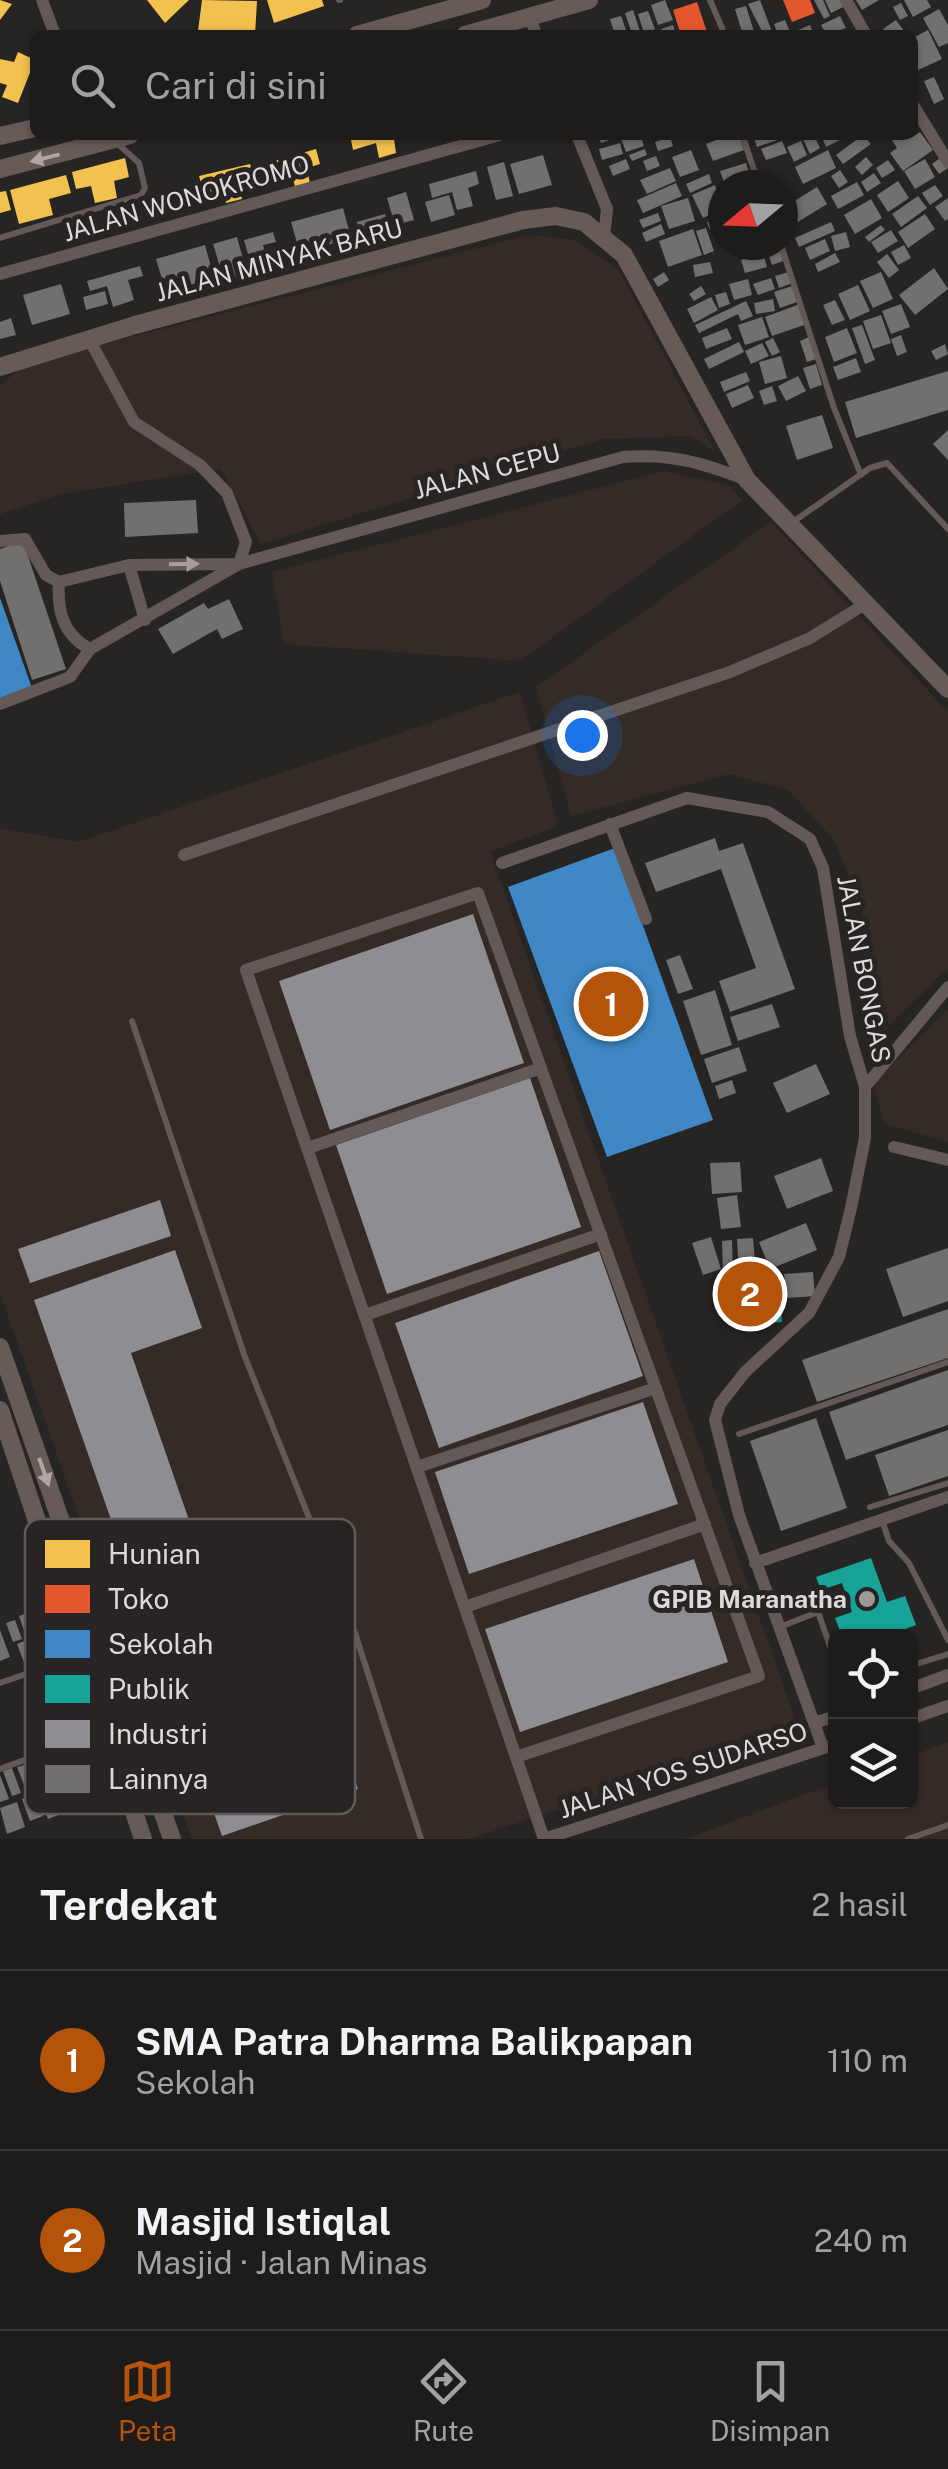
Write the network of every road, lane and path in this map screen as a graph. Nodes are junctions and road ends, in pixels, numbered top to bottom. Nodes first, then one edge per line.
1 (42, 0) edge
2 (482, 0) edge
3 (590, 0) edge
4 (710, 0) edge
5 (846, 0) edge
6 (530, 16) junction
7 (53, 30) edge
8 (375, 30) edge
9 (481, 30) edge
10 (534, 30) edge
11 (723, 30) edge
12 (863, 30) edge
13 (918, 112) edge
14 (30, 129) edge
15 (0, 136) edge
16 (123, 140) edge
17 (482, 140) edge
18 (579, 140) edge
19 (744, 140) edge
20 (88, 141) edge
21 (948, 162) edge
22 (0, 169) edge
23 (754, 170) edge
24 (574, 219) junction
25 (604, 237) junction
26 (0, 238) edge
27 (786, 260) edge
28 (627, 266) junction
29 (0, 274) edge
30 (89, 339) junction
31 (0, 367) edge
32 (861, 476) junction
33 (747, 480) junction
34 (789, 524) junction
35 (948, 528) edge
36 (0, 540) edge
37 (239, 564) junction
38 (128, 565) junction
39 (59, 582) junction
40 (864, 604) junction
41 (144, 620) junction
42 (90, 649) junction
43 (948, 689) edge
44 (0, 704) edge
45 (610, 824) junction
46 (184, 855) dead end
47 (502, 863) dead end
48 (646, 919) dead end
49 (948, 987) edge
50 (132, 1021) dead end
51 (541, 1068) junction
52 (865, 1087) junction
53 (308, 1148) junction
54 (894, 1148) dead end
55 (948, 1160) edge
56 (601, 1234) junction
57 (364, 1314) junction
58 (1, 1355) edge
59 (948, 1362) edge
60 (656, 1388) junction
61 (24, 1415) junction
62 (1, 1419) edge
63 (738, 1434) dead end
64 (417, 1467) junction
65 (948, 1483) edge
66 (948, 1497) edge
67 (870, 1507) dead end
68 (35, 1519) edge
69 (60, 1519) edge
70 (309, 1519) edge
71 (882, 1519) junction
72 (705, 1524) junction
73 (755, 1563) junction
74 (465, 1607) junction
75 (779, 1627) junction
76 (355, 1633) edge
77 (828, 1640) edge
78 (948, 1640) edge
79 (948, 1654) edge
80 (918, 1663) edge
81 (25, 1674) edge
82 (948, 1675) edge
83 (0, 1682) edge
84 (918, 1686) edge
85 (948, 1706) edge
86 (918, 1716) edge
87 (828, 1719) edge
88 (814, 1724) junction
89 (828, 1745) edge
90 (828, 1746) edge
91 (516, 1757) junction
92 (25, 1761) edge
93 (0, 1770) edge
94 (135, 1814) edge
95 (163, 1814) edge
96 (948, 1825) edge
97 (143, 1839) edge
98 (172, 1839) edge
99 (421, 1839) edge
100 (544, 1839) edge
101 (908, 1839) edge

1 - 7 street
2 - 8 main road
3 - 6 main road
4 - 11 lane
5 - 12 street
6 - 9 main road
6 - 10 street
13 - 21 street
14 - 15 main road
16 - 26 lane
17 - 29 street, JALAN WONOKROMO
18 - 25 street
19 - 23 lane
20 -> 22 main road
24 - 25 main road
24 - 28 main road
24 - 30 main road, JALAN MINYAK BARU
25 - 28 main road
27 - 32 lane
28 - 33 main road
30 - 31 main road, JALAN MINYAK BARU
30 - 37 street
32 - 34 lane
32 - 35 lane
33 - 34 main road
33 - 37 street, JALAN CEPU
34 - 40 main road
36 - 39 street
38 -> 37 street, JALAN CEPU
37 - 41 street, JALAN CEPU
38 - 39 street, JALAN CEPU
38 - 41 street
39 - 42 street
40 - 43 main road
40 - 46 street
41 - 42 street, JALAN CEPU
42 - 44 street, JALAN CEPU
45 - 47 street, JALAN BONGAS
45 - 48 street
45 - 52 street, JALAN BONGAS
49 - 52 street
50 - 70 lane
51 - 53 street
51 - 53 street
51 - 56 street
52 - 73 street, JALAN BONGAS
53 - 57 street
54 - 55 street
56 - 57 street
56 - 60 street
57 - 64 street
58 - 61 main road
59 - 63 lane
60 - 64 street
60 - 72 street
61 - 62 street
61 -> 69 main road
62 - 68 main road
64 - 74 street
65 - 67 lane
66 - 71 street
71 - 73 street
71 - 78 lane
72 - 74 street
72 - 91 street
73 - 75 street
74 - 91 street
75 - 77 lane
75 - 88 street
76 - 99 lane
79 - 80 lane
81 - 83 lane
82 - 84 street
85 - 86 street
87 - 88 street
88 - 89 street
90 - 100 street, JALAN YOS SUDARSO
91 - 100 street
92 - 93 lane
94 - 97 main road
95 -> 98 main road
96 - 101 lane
***
▶ Work instructions
Pictures aside, return all the entries above exactly.

▶ Solution for this exercise
Write the network of every road, lane and path in this map screen as a graph. Nodes are junctions and road ends, in pixels, numbered top to bottom. Nodes first, then one edge per line.
1 (42, 0) edge
2 (482, 0) edge
3 (590, 0) edge
4 (710, 0) edge
5 (846, 0) edge
6 (530, 16) junction
7 (53, 30) edge
8 (375, 30) edge
9 (481, 30) edge
10 (534, 30) edge
11 (723, 30) edge
12 (863, 30) edge
13 (918, 112) edge
14 (30, 129) edge
15 (0, 136) edge
16 (123, 140) edge
17 (482, 140) edge
18 (579, 140) edge
19 (744, 140) edge
20 (88, 141) edge
21 (948, 162) edge
22 (0, 169) edge
23 (754, 170) edge
24 (574, 219) junction
25 (604, 237) junction
26 (0, 238) edge
27 (786, 260) edge
28 (627, 266) junction
29 (0, 274) edge
30 (89, 339) junction
31 (0, 367) edge
32 (861, 476) junction
33 (747, 480) junction
34 (789, 524) junction
35 (948, 528) edge
36 (0, 540) edge
37 (239, 564) junction
38 (128, 565) junction
39 (59, 582) junction
40 (864, 604) junction
41 (144, 620) junction
42 (90, 649) junction
43 (948, 689) edge
44 (0, 704) edge
45 (610, 824) junction
46 (184, 855) dead end
47 (502, 863) dead end
48 (646, 919) dead end
49 (948, 987) edge
50 (132, 1021) dead end
51 (541, 1068) junction
52 (865, 1087) junction
53 (308, 1148) junction
54 (894, 1148) dead end
55 (948, 1160) edge
56 (601, 1234) junction
57 (364, 1314) junction
58 (1, 1355) edge
59 (948, 1362) edge
60 (656, 1388) junction
61 (24, 1415) junction
62 (1, 1419) edge
63 (738, 1434) dead end
64 (417, 1467) junction
65 (948, 1483) edge
66 (948, 1497) edge
67 (870, 1507) dead end
68 (35, 1519) edge
69 (60, 1519) edge
70 (309, 1519) edge
71 (882, 1519) junction
72 (705, 1524) junction
73 (755, 1563) junction
74 (465, 1607) junction
75 (779, 1627) junction
76 (355, 1633) edge
77 (828, 1640) edge
78 (948, 1640) edge
79 (948, 1654) edge
80 (918, 1663) edge
81 (25, 1674) edge
82 (948, 1675) edge
83 (0, 1682) edge
84 (918, 1686) edge
85 (948, 1706) edge
86 (918, 1716) edge
87 (828, 1719) edge
88 (814, 1724) junction
89 (828, 1745) edge
90 (828, 1746) edge
91 (516, 1757) junction
92 (25, 1761) edge
93 (0, 1770) edge
94 (135, 1814) edge
95 (163, 1814) edge
96 (948, 1825) edge
97 (143, 1839) edge
98 (172, 1839) edge
99 (421, 1839) edge
100 (544, 1839) edge
101 (908, 1839) edge

1 - 7 street
2 - 8 main road
3 - 6 main road
4 - 11 lane
5 - 12 street
6 - 9 main road
6 - 10 street
13 - 21 street
14 - 15 main road
16 - 26 lane
17 - 29 street, JALAN WONOKROMO
18 - 25 street
19 - 23 lane
20 -> 22 main road
24 - 25 main road
24 - 28 main road
24 - 30 main road, JALAN MINYAK BARU
25 - 28 main road
27 - 32 lane
28 - 33 main road
30 - 31 main road, JALAN MINYAK BARU
30 - 37 street
32 - 34 lane
32 - 35 lane
33 - 34 main road
33 - 37 street, JALAN CEPU
34 - 40 main road
36 - 39 street
38 -> 37 street, JALAN CEPU
37 - 41 street, JALAN CEPU
38 - 39 street, JALAN CEPU
38 - 41 street
39 - 42 street
40 - 43 main road
40 - 46 street
41 - 42 street, JALAN CEPU
42 - 44 street, JALAN CEPU
45 - 47 street, JALAN BONGAS
45 - 48 street
45 - 52 street, JALAN BONGAS
49 - 52 street
50 - 70 lane
51 - 53 street
51 - 53 street
51 - 56 street
52 - 73 street, JALAN BONGAS
53 - 57 street
54 - 55 street
56 - 57 street
56 - 60 street
57 - 64 street
58 - 61 main road
59 - 63 lane
60 - 64 street
60 - 72 street
61 - 62 street
61 -> 69 main road
62 - 68 main road
64 - 74 street
65 - 67 lane
66 - 71 street
71 - 73 street
71 - 78 lane
72 - 74 street
72 - 91 street
73 - 75 street
74 - 91 street
75 - 77 lane
75 - 88 street
76 - 99 lane
79 - 80 lane
81 - 83 lane
82 - 84 street
85 - 86 street
87 - 88 street
88 - 89 street
90 - 100 street, JALAN YOS SUDARSO
91 - 100 street
92 - 93 lane
94 - 97 main road
95 -> 98 main road
96 - 101 lane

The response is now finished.